- **EXERCISE GOAL**: Whenever a line in this data holds the word "edges", report that line in full.

Stored data
= = = = =

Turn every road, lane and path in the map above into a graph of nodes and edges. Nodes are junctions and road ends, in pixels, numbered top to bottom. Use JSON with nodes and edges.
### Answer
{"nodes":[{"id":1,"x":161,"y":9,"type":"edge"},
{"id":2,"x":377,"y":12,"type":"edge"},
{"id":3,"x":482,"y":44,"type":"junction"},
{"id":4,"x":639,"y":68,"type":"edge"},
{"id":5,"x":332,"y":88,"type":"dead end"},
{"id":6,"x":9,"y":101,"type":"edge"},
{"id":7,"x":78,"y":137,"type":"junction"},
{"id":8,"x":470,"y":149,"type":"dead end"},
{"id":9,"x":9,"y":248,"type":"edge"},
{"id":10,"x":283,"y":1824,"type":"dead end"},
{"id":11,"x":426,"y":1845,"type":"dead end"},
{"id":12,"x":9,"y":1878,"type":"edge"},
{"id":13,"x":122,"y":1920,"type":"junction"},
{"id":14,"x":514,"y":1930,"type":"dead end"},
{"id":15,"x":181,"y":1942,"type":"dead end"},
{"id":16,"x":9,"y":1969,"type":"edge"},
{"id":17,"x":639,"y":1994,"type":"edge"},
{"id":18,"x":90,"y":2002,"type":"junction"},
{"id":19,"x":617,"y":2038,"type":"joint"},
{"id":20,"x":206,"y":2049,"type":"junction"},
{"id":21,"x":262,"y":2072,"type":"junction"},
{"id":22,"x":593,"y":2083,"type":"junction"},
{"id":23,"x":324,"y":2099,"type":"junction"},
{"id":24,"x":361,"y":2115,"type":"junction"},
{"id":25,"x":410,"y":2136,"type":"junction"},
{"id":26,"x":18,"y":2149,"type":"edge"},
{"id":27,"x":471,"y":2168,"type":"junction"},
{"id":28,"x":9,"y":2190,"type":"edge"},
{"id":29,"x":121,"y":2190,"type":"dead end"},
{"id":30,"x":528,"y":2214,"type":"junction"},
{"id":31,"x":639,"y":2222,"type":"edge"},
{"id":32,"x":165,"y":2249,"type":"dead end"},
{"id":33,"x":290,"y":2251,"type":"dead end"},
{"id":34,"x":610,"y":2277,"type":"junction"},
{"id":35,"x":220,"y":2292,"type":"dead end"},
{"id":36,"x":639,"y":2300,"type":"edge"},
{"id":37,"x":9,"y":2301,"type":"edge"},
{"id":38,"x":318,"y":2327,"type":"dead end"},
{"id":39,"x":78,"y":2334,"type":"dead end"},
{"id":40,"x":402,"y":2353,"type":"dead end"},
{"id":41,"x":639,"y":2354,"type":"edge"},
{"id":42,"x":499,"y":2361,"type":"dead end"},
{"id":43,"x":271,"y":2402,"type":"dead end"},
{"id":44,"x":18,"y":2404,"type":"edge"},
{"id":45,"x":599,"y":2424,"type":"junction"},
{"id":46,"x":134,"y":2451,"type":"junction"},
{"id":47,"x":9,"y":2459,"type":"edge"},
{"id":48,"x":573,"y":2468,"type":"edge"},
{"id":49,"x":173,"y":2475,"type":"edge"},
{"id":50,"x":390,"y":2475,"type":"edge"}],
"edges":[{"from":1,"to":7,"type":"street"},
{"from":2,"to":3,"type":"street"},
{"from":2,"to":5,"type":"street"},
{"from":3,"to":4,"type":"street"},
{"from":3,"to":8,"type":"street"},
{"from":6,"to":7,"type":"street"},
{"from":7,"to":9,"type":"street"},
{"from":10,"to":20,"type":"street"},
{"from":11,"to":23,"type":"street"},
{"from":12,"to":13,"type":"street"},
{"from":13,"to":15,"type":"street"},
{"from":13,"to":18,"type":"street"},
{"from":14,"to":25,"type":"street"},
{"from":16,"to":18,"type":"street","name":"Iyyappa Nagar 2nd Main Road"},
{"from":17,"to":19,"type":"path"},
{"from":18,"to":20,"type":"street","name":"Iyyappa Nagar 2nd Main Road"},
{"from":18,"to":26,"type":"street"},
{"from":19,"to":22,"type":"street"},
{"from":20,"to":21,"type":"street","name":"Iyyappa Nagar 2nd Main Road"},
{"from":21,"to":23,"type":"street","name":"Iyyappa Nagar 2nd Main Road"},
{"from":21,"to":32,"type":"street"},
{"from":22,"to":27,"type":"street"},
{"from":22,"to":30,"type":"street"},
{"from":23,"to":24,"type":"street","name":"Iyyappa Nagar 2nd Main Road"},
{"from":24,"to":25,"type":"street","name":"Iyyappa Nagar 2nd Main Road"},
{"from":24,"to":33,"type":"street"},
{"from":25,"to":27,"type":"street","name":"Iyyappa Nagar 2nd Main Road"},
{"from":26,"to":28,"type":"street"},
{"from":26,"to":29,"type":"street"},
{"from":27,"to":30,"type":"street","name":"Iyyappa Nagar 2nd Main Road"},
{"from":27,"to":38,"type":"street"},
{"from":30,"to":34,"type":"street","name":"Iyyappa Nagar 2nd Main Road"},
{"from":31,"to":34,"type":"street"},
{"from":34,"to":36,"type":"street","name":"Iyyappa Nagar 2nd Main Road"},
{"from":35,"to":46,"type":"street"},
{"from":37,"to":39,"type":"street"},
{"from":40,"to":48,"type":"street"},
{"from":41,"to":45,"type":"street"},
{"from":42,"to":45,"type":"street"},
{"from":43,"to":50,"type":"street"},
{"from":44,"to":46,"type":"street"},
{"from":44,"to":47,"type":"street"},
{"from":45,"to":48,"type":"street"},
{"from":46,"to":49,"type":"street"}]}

= = = = =

- **YOUR SOLUTION**:
Turn every road, lane and path in the map above into a graph of nodes and edges. Nodes are junctions and road ends, in pixels, numbered top to bottom. Use JSON with nodes and edges.
"edges":[{"from":1,"to":7,"type":"street"},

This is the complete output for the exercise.